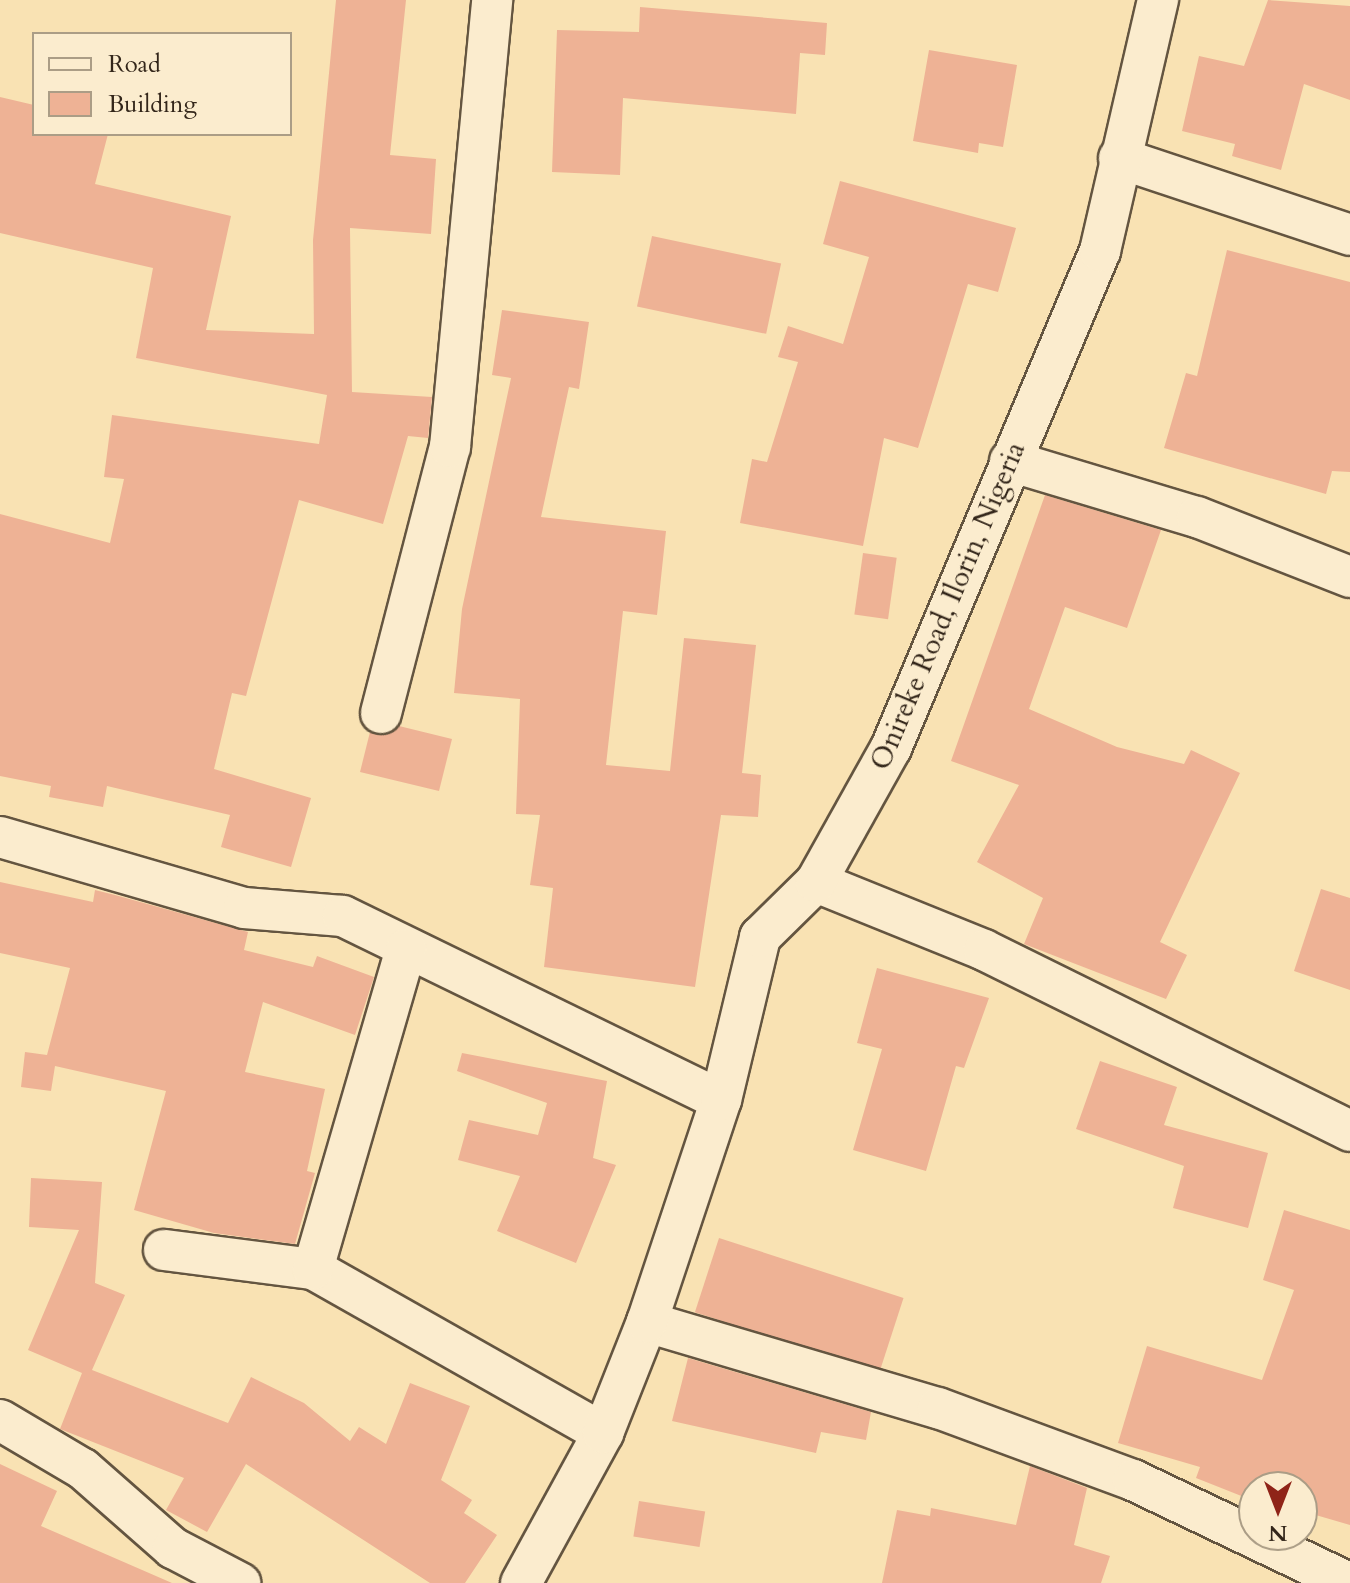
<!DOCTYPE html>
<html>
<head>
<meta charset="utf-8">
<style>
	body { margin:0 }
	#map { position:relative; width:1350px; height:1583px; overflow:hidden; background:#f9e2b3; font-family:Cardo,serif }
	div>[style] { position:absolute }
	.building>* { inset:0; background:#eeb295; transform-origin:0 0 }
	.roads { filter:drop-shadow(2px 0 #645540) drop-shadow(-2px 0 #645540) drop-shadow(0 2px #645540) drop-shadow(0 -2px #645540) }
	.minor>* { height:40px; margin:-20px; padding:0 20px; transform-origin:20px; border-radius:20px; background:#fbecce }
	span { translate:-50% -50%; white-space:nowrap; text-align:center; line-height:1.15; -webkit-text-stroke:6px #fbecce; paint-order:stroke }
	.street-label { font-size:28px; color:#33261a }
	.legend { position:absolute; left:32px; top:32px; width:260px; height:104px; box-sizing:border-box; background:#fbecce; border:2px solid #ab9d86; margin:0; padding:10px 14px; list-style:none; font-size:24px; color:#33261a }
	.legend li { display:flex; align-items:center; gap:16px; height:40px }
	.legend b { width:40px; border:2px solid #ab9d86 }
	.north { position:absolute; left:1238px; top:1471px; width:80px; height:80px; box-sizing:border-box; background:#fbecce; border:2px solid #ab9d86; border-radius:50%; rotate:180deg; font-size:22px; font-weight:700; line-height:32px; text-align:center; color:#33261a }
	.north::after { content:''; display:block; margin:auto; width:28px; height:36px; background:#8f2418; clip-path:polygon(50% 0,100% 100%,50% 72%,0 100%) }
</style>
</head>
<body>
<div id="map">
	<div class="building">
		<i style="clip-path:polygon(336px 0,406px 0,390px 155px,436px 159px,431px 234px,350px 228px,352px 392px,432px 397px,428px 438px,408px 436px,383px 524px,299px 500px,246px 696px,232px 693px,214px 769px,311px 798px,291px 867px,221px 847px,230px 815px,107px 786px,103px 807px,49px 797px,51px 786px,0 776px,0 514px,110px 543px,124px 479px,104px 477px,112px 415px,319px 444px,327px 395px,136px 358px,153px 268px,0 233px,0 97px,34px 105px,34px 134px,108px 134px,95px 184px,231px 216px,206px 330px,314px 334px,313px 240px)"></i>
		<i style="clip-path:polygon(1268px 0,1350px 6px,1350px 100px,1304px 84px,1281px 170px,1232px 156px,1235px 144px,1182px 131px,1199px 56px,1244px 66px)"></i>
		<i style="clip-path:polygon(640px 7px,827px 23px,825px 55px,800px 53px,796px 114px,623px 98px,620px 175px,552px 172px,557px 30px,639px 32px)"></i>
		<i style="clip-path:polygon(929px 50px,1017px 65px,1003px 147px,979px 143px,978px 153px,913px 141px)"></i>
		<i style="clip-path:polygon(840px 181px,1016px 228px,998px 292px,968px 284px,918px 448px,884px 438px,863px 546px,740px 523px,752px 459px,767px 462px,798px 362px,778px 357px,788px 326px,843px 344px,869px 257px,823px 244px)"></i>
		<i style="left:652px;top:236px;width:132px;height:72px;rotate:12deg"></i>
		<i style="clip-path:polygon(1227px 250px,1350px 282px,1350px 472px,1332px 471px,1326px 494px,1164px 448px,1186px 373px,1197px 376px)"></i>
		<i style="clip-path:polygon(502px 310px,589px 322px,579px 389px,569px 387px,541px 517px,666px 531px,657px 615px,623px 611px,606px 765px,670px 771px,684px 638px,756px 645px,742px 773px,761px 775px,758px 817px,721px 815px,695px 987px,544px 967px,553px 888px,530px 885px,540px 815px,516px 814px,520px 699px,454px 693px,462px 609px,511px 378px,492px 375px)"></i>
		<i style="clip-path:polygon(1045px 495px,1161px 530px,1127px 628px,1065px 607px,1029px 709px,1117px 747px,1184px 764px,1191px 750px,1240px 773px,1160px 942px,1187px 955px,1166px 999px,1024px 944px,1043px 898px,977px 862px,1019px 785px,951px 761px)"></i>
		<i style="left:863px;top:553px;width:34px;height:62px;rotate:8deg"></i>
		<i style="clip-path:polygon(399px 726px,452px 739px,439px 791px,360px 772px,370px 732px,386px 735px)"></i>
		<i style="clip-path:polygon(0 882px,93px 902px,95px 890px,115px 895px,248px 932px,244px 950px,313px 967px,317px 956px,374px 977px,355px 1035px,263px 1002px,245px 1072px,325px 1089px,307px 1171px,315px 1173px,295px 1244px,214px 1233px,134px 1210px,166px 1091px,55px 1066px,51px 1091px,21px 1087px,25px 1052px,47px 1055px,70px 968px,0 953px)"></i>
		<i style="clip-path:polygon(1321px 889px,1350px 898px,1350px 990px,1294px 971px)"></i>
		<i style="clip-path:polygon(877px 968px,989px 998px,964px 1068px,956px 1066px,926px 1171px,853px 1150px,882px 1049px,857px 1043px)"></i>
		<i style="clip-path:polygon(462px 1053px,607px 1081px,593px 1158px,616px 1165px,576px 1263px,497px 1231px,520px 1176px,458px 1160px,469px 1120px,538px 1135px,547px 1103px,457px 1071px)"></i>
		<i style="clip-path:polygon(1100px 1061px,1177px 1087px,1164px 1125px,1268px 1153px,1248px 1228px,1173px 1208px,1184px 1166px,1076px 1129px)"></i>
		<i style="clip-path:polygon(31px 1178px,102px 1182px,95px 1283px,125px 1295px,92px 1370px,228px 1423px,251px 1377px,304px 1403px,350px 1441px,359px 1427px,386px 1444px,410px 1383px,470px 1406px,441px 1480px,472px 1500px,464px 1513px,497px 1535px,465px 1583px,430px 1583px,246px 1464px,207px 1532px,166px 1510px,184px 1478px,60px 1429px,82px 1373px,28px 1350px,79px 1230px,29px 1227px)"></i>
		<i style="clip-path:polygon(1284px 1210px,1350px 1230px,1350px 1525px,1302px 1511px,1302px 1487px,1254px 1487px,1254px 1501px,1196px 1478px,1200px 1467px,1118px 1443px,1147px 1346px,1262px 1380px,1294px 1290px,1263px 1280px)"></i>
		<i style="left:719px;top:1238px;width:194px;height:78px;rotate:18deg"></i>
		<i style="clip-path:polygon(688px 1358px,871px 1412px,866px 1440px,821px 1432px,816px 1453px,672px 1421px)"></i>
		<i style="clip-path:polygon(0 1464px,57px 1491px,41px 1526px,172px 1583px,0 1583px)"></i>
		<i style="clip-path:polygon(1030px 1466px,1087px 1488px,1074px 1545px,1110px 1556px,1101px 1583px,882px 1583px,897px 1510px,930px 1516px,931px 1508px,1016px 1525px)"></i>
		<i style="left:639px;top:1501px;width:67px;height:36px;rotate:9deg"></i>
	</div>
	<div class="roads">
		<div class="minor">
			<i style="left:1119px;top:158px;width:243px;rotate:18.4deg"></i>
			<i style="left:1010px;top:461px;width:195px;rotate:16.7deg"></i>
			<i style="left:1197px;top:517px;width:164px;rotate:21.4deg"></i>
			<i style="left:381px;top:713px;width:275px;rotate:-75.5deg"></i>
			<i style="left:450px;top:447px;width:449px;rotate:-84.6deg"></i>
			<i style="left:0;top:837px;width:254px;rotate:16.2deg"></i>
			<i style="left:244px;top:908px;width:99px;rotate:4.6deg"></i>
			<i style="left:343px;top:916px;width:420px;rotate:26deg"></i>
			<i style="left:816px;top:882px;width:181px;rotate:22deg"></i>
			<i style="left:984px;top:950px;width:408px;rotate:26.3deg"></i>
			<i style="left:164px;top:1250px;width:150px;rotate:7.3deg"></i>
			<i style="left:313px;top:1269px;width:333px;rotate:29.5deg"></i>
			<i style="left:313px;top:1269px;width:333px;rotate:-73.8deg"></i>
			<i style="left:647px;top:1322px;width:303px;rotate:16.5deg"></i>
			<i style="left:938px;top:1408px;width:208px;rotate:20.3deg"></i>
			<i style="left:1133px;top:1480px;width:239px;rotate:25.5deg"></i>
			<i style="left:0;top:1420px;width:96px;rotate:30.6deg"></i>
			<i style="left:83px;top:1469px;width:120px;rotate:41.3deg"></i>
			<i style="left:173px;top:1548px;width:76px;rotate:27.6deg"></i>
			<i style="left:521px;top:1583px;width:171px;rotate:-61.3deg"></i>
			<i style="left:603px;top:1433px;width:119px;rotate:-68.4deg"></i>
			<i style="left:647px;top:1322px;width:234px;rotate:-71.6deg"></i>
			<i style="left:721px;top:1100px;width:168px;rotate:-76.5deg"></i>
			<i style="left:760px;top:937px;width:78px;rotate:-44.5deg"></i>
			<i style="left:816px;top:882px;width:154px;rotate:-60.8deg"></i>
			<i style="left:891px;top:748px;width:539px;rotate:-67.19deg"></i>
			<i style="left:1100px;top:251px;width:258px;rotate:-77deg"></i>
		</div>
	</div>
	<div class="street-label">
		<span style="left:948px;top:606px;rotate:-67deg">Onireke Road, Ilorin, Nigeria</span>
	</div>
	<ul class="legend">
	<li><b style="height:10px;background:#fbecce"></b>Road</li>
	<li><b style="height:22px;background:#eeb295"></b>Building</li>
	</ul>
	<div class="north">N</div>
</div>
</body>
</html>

--------------------

The required output is every line above from the one with "position:relative; width:1350px; height:1583px;" down to the one with "position:absolute; left:32px; top:32px;", restated word for word, ends included.

	#map { position:relative; width:1350px; height:1583px; overflow:hidden; background:#f9e2b3; font-family:Cardo,serif }
	div>[style] { position:absolute }
	.building>* { inset:0; background:#eeb295; transform-origin:0 0 }
	.roads { filter:drop-shadow(2px 0 #645540) drop-shadow(-2px 0 #645540) drop-shadow(0 2px #645540) drop-shadow(0 -2px #645540) }
	.minor>* { height:40px; margin:-20px; padding:0 20px; transform-origin:20px; border-radius:20px; background:#fbecce }
	span { translate:-50% -50%; white-space:nowrap; text-align:center; line-height:1.15; -webkit-text-stroke:6px #fbecce; paint-order:stroke }
	.street-label { font-size:28px; color:#33261a }
	.legend { position:absolute; left:32px; top:32px; width:260px; height:104px; box-sizing:border-box; background:#fbecce; border:2px solid #ab9d86; margin:0; padding:10px 14px; list-style:none; font-size:24px; color:#33261a }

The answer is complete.